Bernice Kwong, MD, clinical professor of dermatology, Stanford University, explains what dermatological considerations should be made for patients with leukemia and lymphoma.
Because patients with leukemia and lymphoma are immunocompromised, dermatologists need to look out for more infections and easily compromised skin integrity, explained Bernice Kwong, MD, clinical professor of dermatology, Stanford University.
Transcript
What dermatological considerations should be made regarding the management of patients with leukemia and lymphoma?

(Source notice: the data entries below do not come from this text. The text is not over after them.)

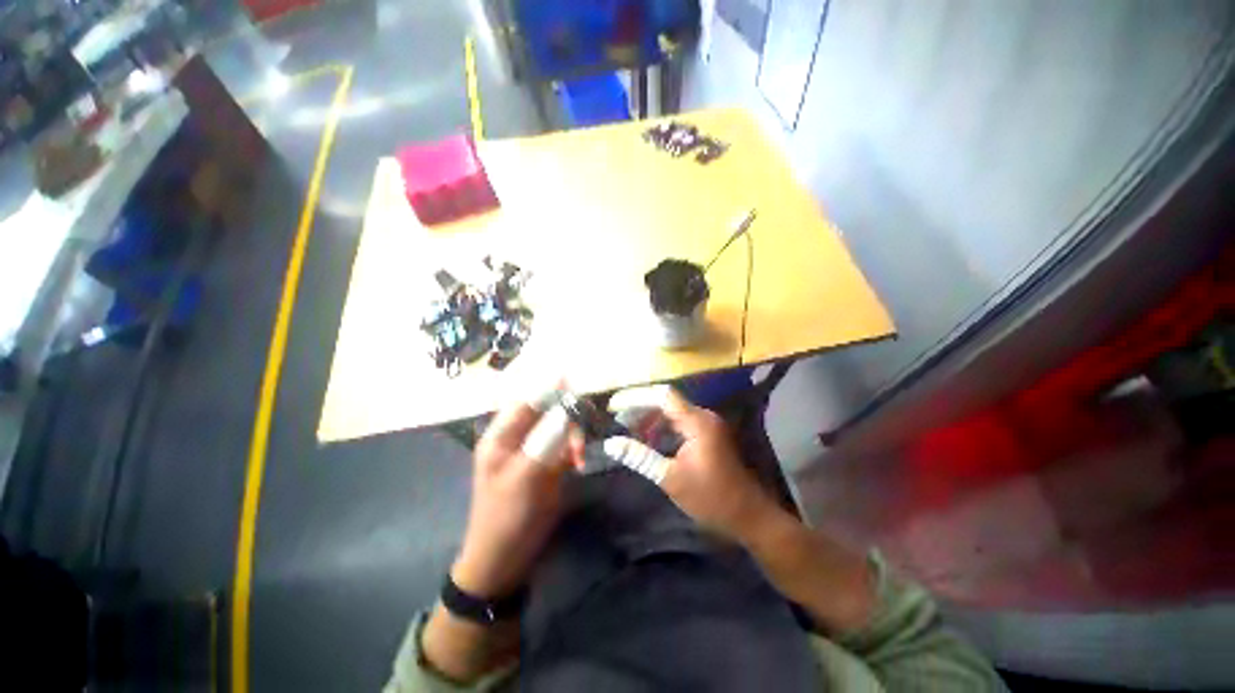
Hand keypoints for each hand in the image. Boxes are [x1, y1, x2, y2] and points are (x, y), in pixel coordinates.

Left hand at [451, 399, 582, 597]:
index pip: (527, 400)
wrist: (506, 560)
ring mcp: (534, 449)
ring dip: (574, 436)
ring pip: (559, 426)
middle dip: (568, 417)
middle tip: (581, 435)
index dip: (550, 389)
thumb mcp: (525, 477)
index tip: (576, 383)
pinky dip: (574, 449)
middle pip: (547, 411)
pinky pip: (565, 444)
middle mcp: (517, 437)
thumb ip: (546, 439)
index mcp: (501, 435)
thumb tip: (566, 407)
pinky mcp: (547, 463)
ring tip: (579, 457)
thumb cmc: (507, 518)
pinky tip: (578, 464)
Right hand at [604, 385, 778, 543]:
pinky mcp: (707, 435)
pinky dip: (661, 428)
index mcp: (697, 422)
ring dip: (650, 419)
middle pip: (666, 401)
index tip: (614, 406)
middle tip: (617, 420)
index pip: (662, 396)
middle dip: (640, 408)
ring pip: (672, 412)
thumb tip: (610, 444)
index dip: (636, 397)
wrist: (749, 516)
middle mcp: (703, 416)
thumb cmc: (710, 498)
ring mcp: (707, 425)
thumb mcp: (670, 478)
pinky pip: (679, 423)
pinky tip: (647, 440)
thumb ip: (640, 457)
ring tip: (627, 429)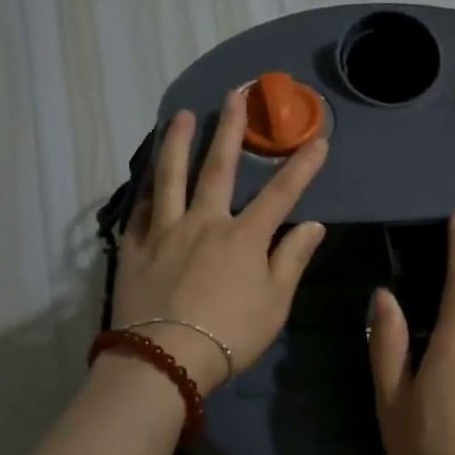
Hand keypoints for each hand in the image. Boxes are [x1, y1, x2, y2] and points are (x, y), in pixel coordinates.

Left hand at [110, 90, 328, 392]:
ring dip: (177, 142)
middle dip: (230, 128)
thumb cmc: (230, 335)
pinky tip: (147, 177)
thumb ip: (292, 259)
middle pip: (218, 167)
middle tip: (234, 95)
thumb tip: (313, 225)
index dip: (302, 165)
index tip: (319, 139)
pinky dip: (147, 190)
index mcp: (243, 236)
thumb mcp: (275, 303)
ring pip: (170, 176)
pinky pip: (141, 210)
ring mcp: (165, 231)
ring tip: (181, 116)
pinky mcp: (135, 247)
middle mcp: (204, 222)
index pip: (281, 193)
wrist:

For leukemia and lymphoma, the patients are so immunocompromised from their disease already, it's a whole different flavor than our solid organ cancer patients who also have a lot of health issues of the same type. A patient with leukemia and lymphoma, by virtue of their disease, is probably immunocompromised already. When we add treatments onto that, we're going to be looking out for more infections. More infections are going to happen and their skin integrity is probably going to be more easily compromised.
Trying to acknowledge and balance all those things that can be contributing to poor skin healing or toxicity in the skin is really important just to know that their disease itself will manifest in a way that could cause skin problems already. Then, to compound treatments on top of that, we just have to be on a lookout for how even the toxicities from chemotherapies or anticancer agents that we have understood well in solid tumor patients are going to cause skin toxicity and a different flavor for our leukemia and lymphoma patients. Looking at the hosts and acknowledging that they are unique and different too, so that we can look at their skin from that lens, is important.